Every week at the game — and it happened to us again last night — we are surprised to find ourselves waiting breathlessly for an umpire to award a free kick penalty for a rushed behind as an opposition player takes the ball across the goal line in general play. Of course, we can wait breathlessly until the cows come home — it’s not going to happen.

 

Along with the AFL’s sanctions against staging, the rushed behind rule may be the most widely misunderstood rule in the history of sport!

 

The rushed behind rule (click the link in the tag cloud for more on this) should be renamed the Joel Bowden Timewasting Rule. That scenario, of stepping back over the goal line at a kick-in after a behind (the Bowden Manoeuvre), is the only scenario where a free kick will be awarded.

 

Likewise, people are desperately waiting for an umpire to report a player — Riewoldt has been the target of choice — for accentuating contact in a contested ball scenario, especially marking, under the AFL’s staging sanctions.

 

It was clear from the video distributed by the AFL at the time that the sanctions did not apply to players accentuating illegal contact in contested situations. Perhaps Riewoldt’s enforced lay-off will allow the more zealous of these critics to take a breath and recompose themselves.

 

These two examples are but the most recent. Even the most common of umpiring decisions are misunderstood by most of the crowd going by the regular (and obviously ill-informed) roars from crowds.

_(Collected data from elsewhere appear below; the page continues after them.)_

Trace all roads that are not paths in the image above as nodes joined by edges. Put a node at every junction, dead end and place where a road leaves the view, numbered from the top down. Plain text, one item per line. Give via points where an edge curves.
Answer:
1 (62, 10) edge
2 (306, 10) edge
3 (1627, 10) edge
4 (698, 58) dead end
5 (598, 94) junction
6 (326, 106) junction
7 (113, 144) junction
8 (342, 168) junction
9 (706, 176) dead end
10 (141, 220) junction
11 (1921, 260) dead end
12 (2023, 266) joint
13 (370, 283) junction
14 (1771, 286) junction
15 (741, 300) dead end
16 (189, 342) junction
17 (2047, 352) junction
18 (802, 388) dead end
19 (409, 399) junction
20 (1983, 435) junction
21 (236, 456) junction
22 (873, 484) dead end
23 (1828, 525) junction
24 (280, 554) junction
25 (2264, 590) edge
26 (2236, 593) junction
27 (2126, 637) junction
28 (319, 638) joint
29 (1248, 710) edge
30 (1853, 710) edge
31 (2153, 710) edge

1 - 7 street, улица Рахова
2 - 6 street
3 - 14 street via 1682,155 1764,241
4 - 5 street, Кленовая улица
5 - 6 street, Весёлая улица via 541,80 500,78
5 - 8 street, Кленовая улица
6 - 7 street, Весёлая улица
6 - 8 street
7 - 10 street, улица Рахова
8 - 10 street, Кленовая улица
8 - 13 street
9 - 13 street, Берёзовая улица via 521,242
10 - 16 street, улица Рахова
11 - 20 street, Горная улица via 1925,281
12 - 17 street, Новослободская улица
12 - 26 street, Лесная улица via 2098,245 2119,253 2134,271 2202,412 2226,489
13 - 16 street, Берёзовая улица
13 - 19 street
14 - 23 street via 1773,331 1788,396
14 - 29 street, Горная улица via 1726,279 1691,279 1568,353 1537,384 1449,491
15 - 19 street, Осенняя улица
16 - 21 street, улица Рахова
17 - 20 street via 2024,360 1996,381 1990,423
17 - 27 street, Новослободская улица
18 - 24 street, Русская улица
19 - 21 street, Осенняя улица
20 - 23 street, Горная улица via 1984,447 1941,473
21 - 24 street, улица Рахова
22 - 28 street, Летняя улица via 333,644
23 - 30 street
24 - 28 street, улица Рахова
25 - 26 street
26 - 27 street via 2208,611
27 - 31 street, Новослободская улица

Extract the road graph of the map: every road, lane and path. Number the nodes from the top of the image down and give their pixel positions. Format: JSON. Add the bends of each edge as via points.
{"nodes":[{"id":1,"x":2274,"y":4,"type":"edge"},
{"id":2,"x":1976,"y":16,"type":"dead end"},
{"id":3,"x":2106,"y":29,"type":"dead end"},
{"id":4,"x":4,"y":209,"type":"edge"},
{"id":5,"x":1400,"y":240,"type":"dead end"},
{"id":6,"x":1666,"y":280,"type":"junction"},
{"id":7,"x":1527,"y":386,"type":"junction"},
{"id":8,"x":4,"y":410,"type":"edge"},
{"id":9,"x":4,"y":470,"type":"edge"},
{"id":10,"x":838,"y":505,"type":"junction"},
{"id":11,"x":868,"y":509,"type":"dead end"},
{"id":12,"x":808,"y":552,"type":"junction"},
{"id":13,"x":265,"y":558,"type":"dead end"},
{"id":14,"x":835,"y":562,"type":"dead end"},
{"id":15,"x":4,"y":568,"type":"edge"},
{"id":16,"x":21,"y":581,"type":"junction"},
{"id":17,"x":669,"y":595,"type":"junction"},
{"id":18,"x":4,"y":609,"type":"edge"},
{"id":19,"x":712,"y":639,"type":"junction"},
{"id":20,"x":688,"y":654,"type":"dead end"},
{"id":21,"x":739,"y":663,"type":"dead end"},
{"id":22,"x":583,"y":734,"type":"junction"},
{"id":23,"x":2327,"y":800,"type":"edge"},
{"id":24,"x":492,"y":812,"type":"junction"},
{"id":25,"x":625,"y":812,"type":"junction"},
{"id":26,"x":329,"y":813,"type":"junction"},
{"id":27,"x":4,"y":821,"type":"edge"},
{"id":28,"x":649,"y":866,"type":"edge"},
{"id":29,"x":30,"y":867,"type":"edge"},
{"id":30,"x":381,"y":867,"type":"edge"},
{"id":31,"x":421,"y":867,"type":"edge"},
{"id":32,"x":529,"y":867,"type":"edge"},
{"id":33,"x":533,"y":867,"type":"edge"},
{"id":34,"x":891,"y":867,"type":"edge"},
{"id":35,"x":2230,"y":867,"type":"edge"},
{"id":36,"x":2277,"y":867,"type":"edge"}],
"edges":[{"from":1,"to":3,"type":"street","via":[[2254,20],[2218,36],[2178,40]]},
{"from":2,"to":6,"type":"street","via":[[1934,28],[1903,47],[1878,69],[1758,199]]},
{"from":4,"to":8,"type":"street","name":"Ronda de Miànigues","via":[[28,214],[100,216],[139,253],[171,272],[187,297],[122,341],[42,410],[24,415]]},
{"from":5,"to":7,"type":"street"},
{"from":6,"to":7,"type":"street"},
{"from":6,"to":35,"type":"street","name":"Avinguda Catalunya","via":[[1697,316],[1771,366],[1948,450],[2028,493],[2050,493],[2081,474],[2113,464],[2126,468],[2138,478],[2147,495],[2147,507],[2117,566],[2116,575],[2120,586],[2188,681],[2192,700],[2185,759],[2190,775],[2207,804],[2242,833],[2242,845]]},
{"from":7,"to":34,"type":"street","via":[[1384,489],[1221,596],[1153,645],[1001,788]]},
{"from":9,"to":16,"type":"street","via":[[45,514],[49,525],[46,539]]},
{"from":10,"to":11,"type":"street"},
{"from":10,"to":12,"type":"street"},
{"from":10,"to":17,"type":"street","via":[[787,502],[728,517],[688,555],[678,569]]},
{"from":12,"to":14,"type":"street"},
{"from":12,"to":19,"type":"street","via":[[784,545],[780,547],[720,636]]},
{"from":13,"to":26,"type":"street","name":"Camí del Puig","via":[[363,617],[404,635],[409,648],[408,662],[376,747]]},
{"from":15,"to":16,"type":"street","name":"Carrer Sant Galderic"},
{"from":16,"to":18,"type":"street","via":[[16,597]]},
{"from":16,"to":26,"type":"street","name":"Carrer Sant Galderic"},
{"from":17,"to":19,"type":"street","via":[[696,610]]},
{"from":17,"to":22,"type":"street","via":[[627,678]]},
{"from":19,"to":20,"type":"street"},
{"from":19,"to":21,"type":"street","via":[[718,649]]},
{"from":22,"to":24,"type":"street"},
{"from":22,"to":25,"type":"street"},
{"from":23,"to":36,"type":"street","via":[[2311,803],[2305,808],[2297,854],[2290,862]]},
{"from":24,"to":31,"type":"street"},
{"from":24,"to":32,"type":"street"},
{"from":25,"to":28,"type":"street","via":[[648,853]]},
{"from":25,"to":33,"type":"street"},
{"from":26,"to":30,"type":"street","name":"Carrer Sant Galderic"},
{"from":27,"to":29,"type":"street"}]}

Ask a hundred people near you at a game and you’ll get a hundred different versions of “holding the ball”, “holding the man”, “prior opportunity”, and so on — not to mention the large number of superhumans within the crowd who can spot the tiniest infringement a hundred and more metres away on the other side of the ground completely unaided by any sight improvement technology.

 

We can’t figure out why, but the AFL clearly hasn’t communicated these rules or interpretations effectively to the vast majority of the football-watching population.

 

There is some ‘education’ via the umpires’ mikes during games on television, but this is hardly a seriously designed communication campaign to improve fans’ understanding of the rules.

 

If the administrators of the game are really serious about improving general attitudes toward umpires, the best thing they could do would be to institute a planned and comprehensive communication campaign to educate the football world — it might take longer with Carlton supporters as their natural assumption of privileged treatment would need to be overcome first.